Hydrothermal vents are vibrant ecosystems with enormous biodiversity, providing unique opportunities for resolving evolutionary mysteries and discovering new functions for biotechnological applications. Through long-term cultivation of barite-rick rocks retrieved from the 3.7 km-deep hydrothermal vent sites located in the Pescadero basin, Mexico, we discovered diverse new lineages of microbes of ecological and evolutionary importance. These lineages include microbial consortia that play a central role in methane sequestration in the deep sea and Asgard archaea that likely share common ancestors with eukaryotes. Laboratory cultivations under varying conditions led to drastic reductions in biodiversity, enabling confident resolution of these archaeal genomes which have been otherwise highly fragmented, incomplete, and contaminated. These genomes led to the discovery of new clades of viruses and new modes of DNA replication that implicate the evolutionary transition from archaea to eukaryotes, as well as nucleic acid-processing enzymes that exhibit unique functions when expressed ectopically.
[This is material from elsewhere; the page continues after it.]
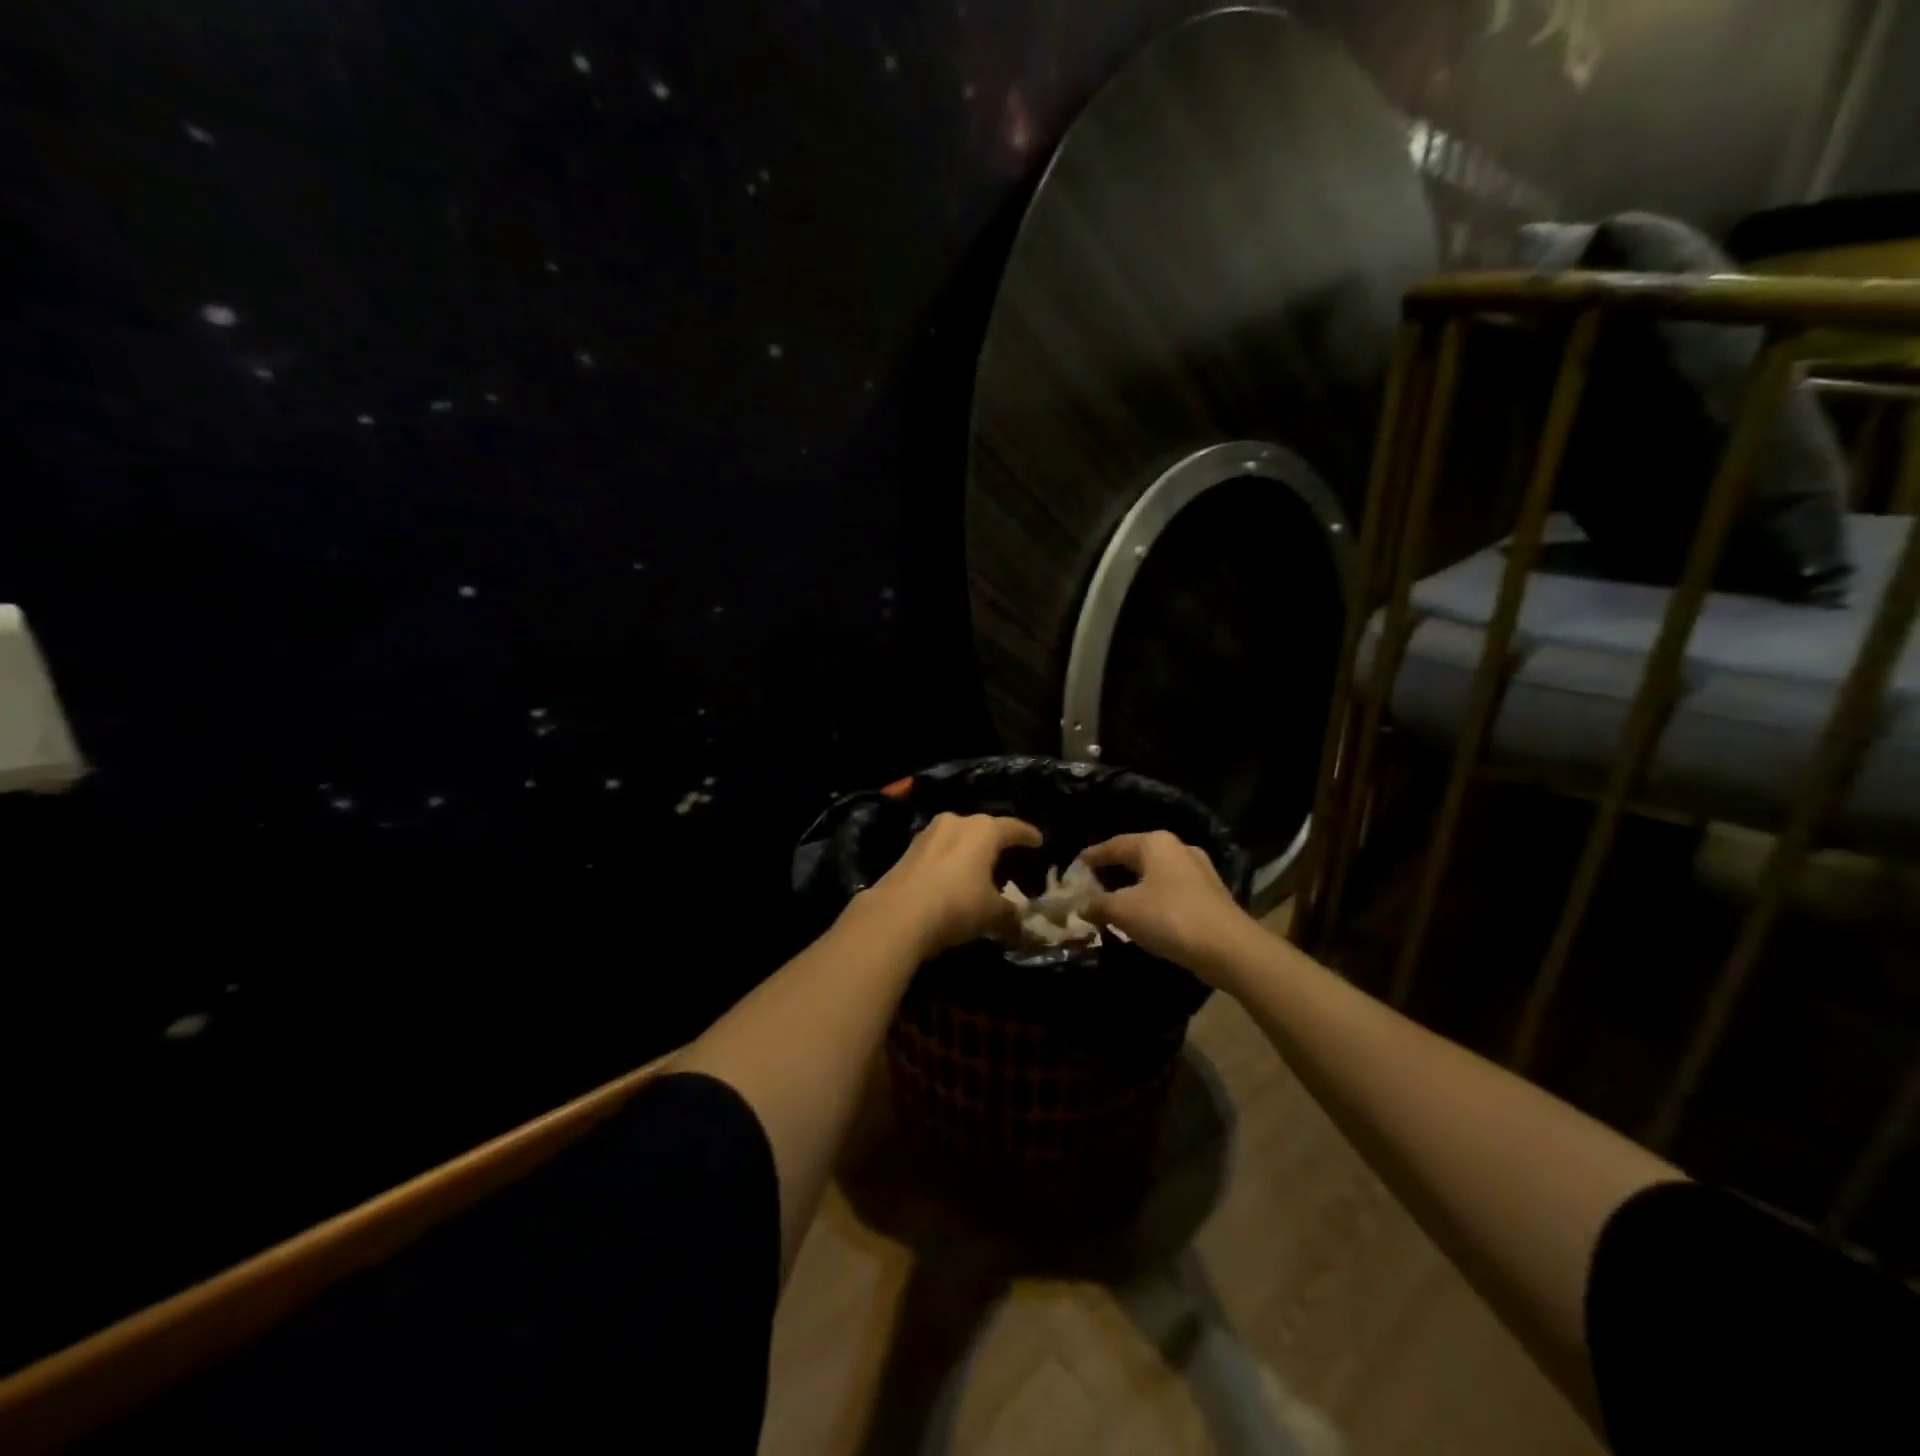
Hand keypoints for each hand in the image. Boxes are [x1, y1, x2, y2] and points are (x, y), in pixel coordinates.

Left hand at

This laboratory cultivation-based framework can facilitate the discovery of new biology in uncharted microbiomes.

Biography:

Fabai Wu received his B.Sc in Biotechnology in Zhejiang University (2008) and obtained his cum laude Ph.D at the Kavli Institute of Nanoscience Delft (2015). He received the Kavli Thesis Prize for his Ph.D studies on bacterial spatial organization using nanoengineering and microfluidics, as well as a Rubicon Award and a HFSP fellowship for his postdoctoral studies on global microbial carbon and nitrogen cycles at Caltech.